Biography: Cristian Mahulea is Full Professor of Automatic Control at the University of Zaragoza, Spain. He received his M.Sc. in Control Engineering from the “Gheorghe Asachi” Technical University of Iași (Romania) and his Ph.D. in Systems Engineering from the University of Zaragoza. His research focuses on discrete event and hybrid systems, Petri nets, and the planning and control of multi-robot systems, with applications in logistics and healthcare. He serves as Associate Editor of the IEEE Transactions on Automatic Control (TAC), the International Journal of Robotics Research (IJRR), and the Journal of Discrete Event Dynamic Systems (JDES), and has served on editorial boards of several leading journals. Prof. Mahulea has co-authored two books and organized major international conferences in automation.

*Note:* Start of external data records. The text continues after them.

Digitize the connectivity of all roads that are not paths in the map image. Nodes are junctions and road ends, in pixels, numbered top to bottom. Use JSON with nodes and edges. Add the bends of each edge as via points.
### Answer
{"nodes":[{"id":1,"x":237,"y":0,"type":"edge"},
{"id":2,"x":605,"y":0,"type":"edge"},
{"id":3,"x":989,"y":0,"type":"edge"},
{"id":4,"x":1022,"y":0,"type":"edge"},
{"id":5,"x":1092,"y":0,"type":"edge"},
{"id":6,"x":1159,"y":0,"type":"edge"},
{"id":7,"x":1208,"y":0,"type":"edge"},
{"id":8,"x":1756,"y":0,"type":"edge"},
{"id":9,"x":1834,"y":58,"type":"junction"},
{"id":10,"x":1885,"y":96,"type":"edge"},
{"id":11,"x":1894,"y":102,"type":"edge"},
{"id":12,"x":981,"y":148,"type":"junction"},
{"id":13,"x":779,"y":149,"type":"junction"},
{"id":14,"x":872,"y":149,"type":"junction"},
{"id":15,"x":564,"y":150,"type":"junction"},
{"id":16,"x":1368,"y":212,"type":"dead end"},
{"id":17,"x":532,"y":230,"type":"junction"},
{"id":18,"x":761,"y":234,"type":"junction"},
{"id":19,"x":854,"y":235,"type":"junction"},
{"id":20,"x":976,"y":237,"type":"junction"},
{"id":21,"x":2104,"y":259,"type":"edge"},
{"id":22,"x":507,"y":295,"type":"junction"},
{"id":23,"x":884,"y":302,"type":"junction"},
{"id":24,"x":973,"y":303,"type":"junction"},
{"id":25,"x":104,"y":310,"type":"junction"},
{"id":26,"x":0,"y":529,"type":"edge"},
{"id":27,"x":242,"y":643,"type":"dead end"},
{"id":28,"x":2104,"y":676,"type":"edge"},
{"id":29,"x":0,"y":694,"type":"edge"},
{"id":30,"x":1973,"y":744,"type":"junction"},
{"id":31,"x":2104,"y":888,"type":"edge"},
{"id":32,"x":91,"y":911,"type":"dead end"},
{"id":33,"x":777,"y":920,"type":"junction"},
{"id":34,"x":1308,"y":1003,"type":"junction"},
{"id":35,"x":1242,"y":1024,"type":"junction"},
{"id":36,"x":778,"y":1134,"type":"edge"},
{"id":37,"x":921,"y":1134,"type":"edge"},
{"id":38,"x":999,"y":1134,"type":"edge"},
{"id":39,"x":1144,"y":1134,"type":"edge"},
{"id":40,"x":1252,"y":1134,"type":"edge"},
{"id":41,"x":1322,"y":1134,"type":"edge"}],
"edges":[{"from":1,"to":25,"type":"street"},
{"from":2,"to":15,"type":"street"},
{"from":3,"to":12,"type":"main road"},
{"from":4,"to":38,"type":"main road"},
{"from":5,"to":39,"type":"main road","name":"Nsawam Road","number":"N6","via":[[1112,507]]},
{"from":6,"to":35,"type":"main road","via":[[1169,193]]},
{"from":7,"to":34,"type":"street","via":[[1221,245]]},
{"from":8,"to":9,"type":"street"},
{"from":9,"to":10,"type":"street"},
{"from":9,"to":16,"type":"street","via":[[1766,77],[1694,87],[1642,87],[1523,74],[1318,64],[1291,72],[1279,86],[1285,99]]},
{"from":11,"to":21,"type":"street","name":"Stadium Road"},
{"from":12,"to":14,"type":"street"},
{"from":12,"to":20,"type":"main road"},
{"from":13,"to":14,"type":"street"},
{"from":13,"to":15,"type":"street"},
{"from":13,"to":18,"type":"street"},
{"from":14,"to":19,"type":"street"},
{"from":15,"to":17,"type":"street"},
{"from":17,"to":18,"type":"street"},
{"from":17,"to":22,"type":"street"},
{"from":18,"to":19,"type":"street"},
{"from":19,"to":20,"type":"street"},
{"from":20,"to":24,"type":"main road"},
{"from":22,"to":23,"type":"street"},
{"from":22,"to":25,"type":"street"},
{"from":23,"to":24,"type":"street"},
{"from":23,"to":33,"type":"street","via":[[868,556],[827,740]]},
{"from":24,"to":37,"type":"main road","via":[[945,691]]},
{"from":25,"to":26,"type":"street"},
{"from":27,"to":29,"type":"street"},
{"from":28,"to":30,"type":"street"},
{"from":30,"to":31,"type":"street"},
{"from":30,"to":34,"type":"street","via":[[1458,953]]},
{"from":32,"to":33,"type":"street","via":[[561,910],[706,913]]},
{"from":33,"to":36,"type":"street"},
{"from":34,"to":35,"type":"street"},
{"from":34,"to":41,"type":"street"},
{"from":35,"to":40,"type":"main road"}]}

Yan Monier, LURPA, ENS Paris-Saclay
Title: ADAM: Anomaly Detection by Adaptive Modeling
Abstract: This talk presents ADAM, a project under development that explores a new approach to creating and updating interpretable digital twins for industrial production. Unlike opaque “black-box” AI or costly, heavily hand-crafted models, ADAM leverages existing production data to automatically build and refine digital twins with minimal supervision. It integrates models from discrete event systems, such as automata and Petri nets, while also taking into account time, flows, and dynamic equations to capture the full hybrid behavior of industrial processes. Beyond its methodological advances, ADAM serves as a way to concatenate and operationalize years of research conducted across multiple laboratories into a concrete, real-world problem solver for the industrial field, rather than a purely academic exercise. Its goal is to detect anomalies, failures, and cyberattacks at an early stage while ensuring that the models remain transparent and understandable to operators. Currently under construction and backed by the University of Paris-Saclay, the project aims to validate its potential through pilot collaborations, reduce downtime in real industrial environments, and ultimately contribute to a more resilient, secure, and future-ready manufacturing industry.
Biography: Yan Monier recently completed a PhD in Automation and Control at ENS Paris-Saclay, where he developed methods for hybrid model synthesis that combine physical modeling with data-driven analysis. His recent research included work on cyberattack and anomaly detection in cyberphysical systems and led to the development of software tools applying these methods to realistic laboratory-scale production processes. Focused on making complex industrial systems easier to monitor, predict, and control, Yan now continues this line of research through ADAM, a project that brings interpretable digital twins into real-world production. Passionate about resilience and sustainability, he aims to reduce downtime, strengthen cybersecurity, and enable industries to modernize their processes without costly equipment replacement.